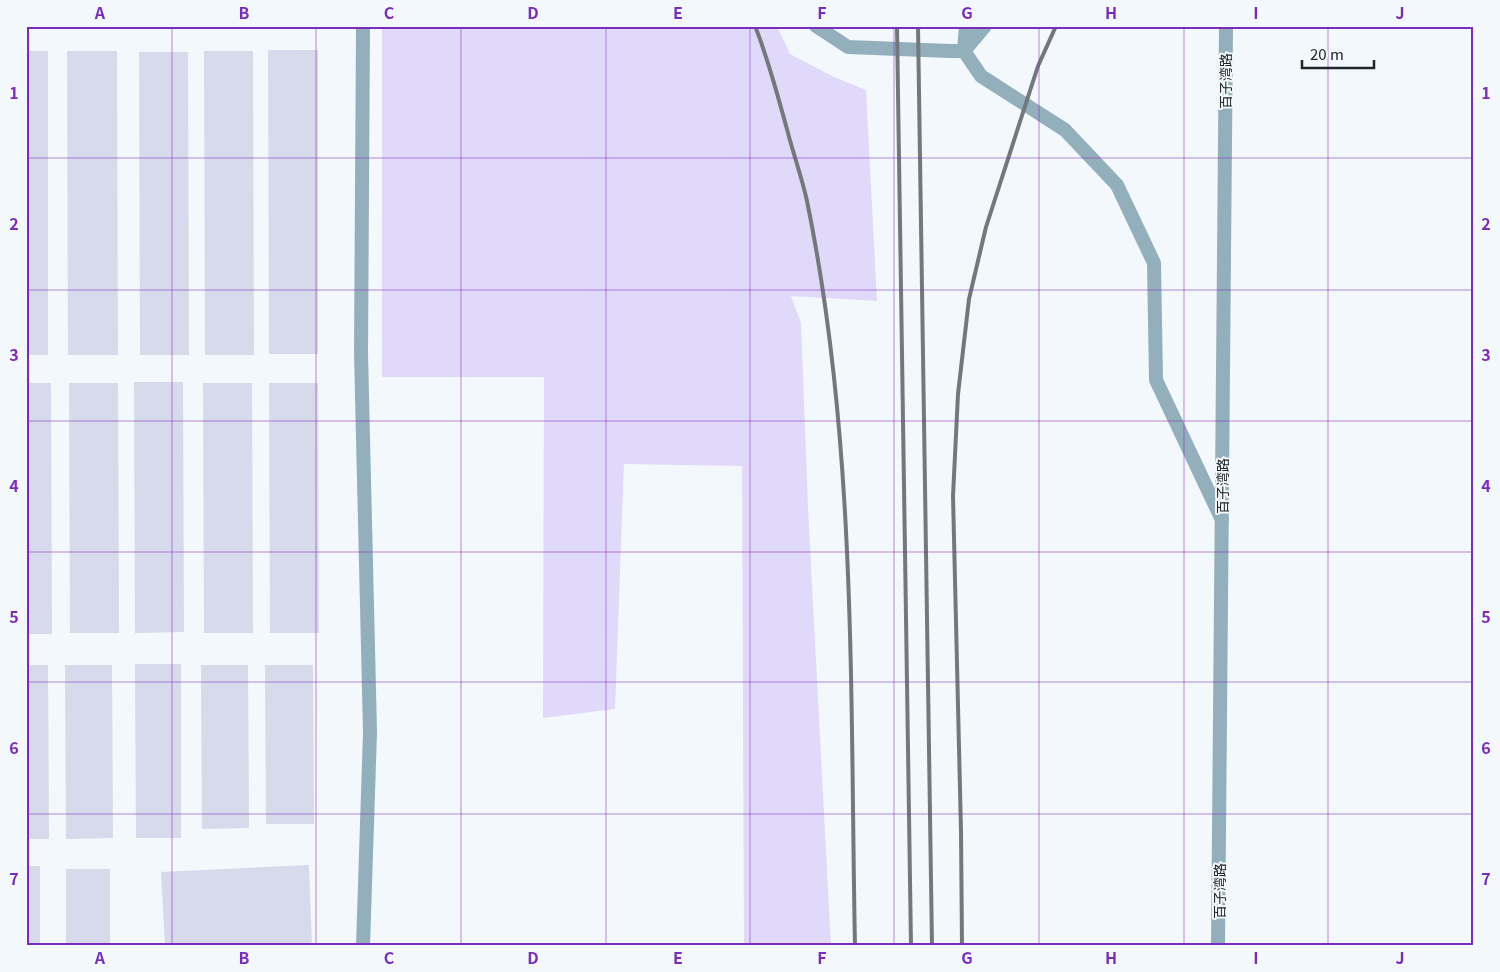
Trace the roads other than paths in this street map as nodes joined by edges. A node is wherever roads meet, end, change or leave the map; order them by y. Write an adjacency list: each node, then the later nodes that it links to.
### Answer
1 (363, 26): 8 (street)
2 (816, 26): 6 (street)
3 (966, 26): 6 (street)
4 (985, 26): 6 (street)
5 (1226, 26): 7 (street, 百子湾路)
6 (964, 51): 7 (street)
7 (1222, 520): 9 (street, 百子湾路)
8 (363, 946)
9 (1218, 946)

- **REQUIRED ACTION**: Every entry is to be transcribed exactly, but the pictures are to be left out.

- **ANSWER BELOW**:
Trace the roads other than paths in this street map as nodes joined by edges. A node is wherever roads meet, end, change or leave the map; order them by y. Write an adjacency list: each node, then the later nodes that it links to.
### Answer
1 (363, 26): 8 (street)
2 (816, 26): 6 (street)
3 (966, 26): 6 (street)
4 (985, 26): 6 (street)
5 (1226, 26): 7 (street, 百子湾路)
6 (964, 51): 7 (street)
7 (1222, 520): 9 (street, 百子湾路)
8 (363, 946)
9 (1218, 946)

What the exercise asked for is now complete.